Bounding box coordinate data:
= Beginning of Section =
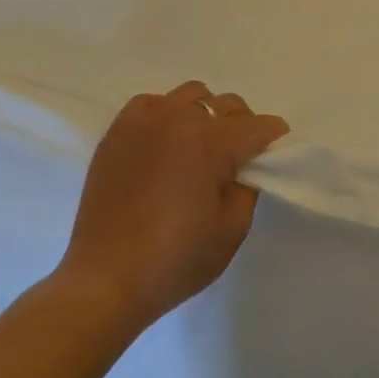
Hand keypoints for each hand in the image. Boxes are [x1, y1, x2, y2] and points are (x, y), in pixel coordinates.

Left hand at [50, 81, 288, 335]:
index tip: (274, 156)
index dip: (273, 141)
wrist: (104, 282)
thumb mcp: (232, 230)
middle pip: (228, 105)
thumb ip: (248, 186)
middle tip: (237, 160)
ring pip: (193, 95)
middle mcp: (180, 119)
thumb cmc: (174, 261)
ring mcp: (145, 120)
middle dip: (242, 127)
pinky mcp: (118, 130)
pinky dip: (166, 114)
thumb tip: (245, 165)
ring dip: (205, 115)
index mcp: (211, 142)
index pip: (259, 126)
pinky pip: (153, 103)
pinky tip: (165, 143)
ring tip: (199, 148)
= End of Section =
§ Instructions for the task: Set down, unchanged, only those lines above that fall between the line with "wrist: (104, 282)" and the line with "ring dip: (205, 115)", the two end lines included.

§ Reply:
wrist: (104, 282)
thumb mcp: (232, 230)
middle pip: (228, 105)
thumb ip: (248, 186)
middle tip: (237, 160)
ring pip: (193, 95)
middle mcp: (180, 119)
thumb cmc: (174, 261)
ring mcp: (145, 120)
middle dip: (242, 127)
pinky mcp: (118, 130)
pinky dip: (166, 114)
thumb tip: (245, 165)
ring dip: (205, 115)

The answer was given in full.